## SOURCE DATA
◆ ◆ ◆ ◆

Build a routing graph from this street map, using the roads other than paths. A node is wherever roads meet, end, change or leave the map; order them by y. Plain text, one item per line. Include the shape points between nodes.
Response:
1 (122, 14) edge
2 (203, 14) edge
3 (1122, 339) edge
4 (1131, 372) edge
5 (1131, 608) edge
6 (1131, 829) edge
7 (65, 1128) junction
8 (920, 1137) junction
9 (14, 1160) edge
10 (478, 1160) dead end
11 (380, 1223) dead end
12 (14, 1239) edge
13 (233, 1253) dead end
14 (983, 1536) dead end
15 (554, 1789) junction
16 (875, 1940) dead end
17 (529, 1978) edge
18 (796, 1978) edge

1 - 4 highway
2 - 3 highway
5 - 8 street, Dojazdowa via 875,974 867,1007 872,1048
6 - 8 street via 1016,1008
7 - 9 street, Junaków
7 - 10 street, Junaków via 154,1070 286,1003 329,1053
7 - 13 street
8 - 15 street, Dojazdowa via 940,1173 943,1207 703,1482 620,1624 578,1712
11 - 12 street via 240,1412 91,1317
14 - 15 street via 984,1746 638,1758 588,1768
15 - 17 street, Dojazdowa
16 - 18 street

◆ ◆ ◆ ◆

Write all of the records out again exactly.

## WRITTEN SOLUTION
Build a routing graph from this street map, using the roads other than paths. A node is wherever roads meet, end, change or leave the map; order them by y. Plain text, one item per line. Include the shape points between nodes.
Response:
1 (122, 14) edge
2 (203, 14) edge
3 (1122, 339) edge
4 (1131, 372) edge
5 (1131, 608) edge
6 (1131, 829) edge
7 (65, 1128) junction
8 (920, 1137) junction
9 (14, 1160) edge
10 (478, 1160) dead end
11 (380, 1223) dead end
12 (14, 1239) edge
13 (233, 1253) dead end
14 (983, 1536) dead end
15 (554, 1789) junction
16 (875, 1940) dead end
17 (529, 1978) edge
18 (796, 1978) edge

1 - 4 highway
2 - 3 highway
5 - 8 street, Dojazdowa via 875,974 867,1007 872,1048
6 - 8 street via 1016,1008
7 - 9 street, Junaków
7 - 10 street, Junaków via 154,1070 286,1003 329,1053
7 - 13 street
8 - 15 street, Dojazdowa via 940,1173 943,1207 703,1482 620,1624 578,1712
11 - 12 street via 240,1412 91,1317
14 - 15 street via 984,1746 638,1758 588,1768
15 - 17 street, Dojazdowa
16 - 18 street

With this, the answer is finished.